Thibault continuava a sua frente, com o olhar impassível. Clayton podia jurar que o homem nem piscava.
— Quero que você seja uma pessoa melhor.
— Não sei do que você está falando.
— Três coisas. Vamos começar com isso: não se meta na vida da Elizabeth.
Clayton piscou.
— Quem é Elizabeth?
— Sua ex-esposa.
— Está falando da Beth?
— Você tem dado um jeito de acabar com os relacionamentos dela desde que vocês se divorciaram.
Você sabe disso e eu sei disso. E agora ela sabe disso também. Não vai mais acontecer. Jamais. Estamos combinados?
Clayton não respondeu.
— Número dois, não se meta na minha vida. Isso inclui minha casa, meu emprego, minha vida. Entendeu?
Clayton ficou em silêncio.
— E número três, Esse é muito importante — levantou a palma da mão como se estivesse fazendo um juramento. — Se você descontar a raiva que tem de mim em Ben, vai ter de se entender comigo.
Clayton sentiu os pelos da nuca se arrepiarem.
— Isso é uma ameaça?
— Não. É a verdade. Faça essas três coisas e não terá nenhum problema comigo. Ninguém jamais vai saber o que você fez.
Clayton apertou a mandíbula. No silêncio, Thibault aproximou-se dele. Zeus ficou em seu lugar, evidentemente frustrado por ser forçado a ficar para trás. Thibault ficou bem perto até ficarem face a face. Sua voz manteve-se calma desde o início.

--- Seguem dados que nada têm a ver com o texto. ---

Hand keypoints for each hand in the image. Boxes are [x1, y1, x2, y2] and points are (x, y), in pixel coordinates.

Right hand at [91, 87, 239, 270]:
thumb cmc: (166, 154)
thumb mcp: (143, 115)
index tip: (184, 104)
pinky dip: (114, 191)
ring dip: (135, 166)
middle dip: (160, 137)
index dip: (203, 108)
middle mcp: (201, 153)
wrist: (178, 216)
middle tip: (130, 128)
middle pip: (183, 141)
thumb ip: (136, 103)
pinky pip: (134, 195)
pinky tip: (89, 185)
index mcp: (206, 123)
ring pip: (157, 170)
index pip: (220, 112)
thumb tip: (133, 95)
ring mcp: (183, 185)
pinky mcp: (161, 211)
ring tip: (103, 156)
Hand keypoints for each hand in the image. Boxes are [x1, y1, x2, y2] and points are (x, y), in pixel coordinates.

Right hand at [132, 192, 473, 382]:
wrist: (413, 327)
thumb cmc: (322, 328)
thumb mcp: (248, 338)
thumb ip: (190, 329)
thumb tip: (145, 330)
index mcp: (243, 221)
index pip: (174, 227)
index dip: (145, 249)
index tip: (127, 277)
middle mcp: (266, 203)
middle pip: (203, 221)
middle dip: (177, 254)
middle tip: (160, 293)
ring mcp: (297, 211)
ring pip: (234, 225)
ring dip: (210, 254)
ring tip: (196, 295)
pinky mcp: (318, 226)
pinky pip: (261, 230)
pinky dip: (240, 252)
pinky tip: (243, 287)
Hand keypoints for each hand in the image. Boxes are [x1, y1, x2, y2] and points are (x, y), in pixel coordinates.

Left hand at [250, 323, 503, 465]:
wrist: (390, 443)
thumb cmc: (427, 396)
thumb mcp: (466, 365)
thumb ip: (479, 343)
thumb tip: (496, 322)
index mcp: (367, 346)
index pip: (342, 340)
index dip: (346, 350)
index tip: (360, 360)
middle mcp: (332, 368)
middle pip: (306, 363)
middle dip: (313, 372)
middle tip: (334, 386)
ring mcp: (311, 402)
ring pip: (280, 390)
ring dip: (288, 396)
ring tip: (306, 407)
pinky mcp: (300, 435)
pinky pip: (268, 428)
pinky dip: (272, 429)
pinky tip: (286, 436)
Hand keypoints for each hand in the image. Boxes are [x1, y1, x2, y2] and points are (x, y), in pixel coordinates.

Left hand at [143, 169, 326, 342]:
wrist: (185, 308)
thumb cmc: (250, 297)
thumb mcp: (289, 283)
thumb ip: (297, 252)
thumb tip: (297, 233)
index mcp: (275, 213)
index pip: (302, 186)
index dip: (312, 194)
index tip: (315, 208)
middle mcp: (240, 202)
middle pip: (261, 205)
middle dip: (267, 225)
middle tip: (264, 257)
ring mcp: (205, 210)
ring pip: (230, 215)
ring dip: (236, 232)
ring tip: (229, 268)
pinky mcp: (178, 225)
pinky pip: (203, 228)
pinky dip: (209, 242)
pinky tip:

— Saiba disso: você nunca conheceu alguém como eu antes. Você não vai querer ter a mim como inimigo.
Dito isso, Thibault deu meia-volta e foi andando pela calçada. Zeus continuou a encarar Clayton até ouvir o comando. Então, foi ao encontro de Thibault, deixando Clayton de pé, na chuva, perguntando-se como tudo, antes tão perfeito, poderia ter ficado tão ruim de repente.